When 99-year-old Althea was asked by her aide what she thought of Amanda Gorman’s inaugural poem, she responded, “I think it was overwhelming, it was lovely… It made me cry… and I don’t cry easily… Thank you Amanda,” tears brimming in her eyes and her voice trembling. She echoed the larger national reaction toward Black 22-year-old youth poet laureate, Amanda Gorman, who was chosen by the Biden administration to perform an original poem at the presidential inauguration on January 20th.
Born and raised in Los Angeles, California, Gorman used poetry to overcome a speech impediment. The performance and delivery of these poems allowed her to practice words and sounds that she struggled to say. She became the nation’s first youth poet laureate in 2017 and found herself on an even bigger national stage this year as the youngest inaugural poet. She was tasked with ushering the nation into a new era, a more hopeful one, following the Trump presidency and the Capitol insurrection which occurred on the same Capitol podium the inauguration was held just two weeks earlier. In a Time conversation with Michelle Obama, Gorman described this feeling, saying “what that [writing the poem] meant for me is not necessarily writ[ing] a poem that’s about a President. It was: write a poem that is worthy of a new chapter in the country.” The power is in her next sentence: “In everything you write, write something that is brave enough to be hopeful.” She bravely infused her poem with a message of hope, a concept that is harder to come by given today’s global pandemic, rising unemployment, sickness, and social and political division. But that message was what America and the rest of the world needed to hear.
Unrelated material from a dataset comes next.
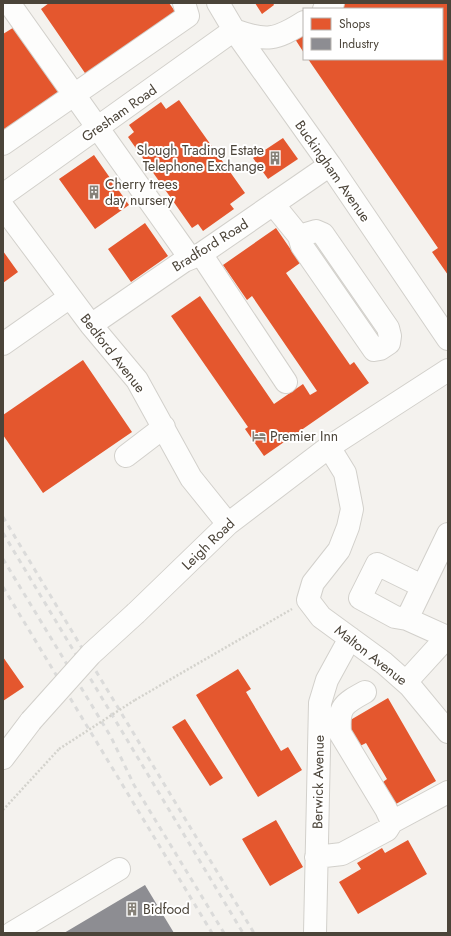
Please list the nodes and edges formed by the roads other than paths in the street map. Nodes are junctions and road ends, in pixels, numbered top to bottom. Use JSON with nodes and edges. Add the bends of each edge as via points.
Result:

Alongside her message of hope, was one of unity. On the podium that morning, as she delivered her poem, she said, “We are striving to forge our union with purpose. To compose a country committed to all cultures, colors, characters and conditions of man.” It is something she elaborated on in her conversation with Michelle as well. Her main point regarding unity was that unity is deliberate and necessary and cannot be fully achieved without justice and equality.
In her poem, Gorman beautifully acknowledged the significance of her presence on that stage as a young Black woman, proudly mentioning that “We, the successors of a country and a time where a skinny Black girl descended from slaves and raised by a single mother can dream of becoming president, only to find herself reciting for one.” Her inaugural poem is a beacon of hope for the nation, but she herself is also a symbol of hope and representation for Black girls as well. She follows in the glorious footsteps of Maya Angelou, who delivered the inaugural poem for Bill Clinton in 1993, and other female Black poets, such as Phillis Wheatley, an enslaved poet who published a book of poetry and was a remarkable poet.
Through Amanda Gorman’s poem, we enter a new time. We look in hope towards the future, and we strive towards the unity Gorman describes, “Unity that actually moves us toward the future means that we accept our differences… It’s not linking arms without questioning what we’re linking arms for. It’s unity with purpose.”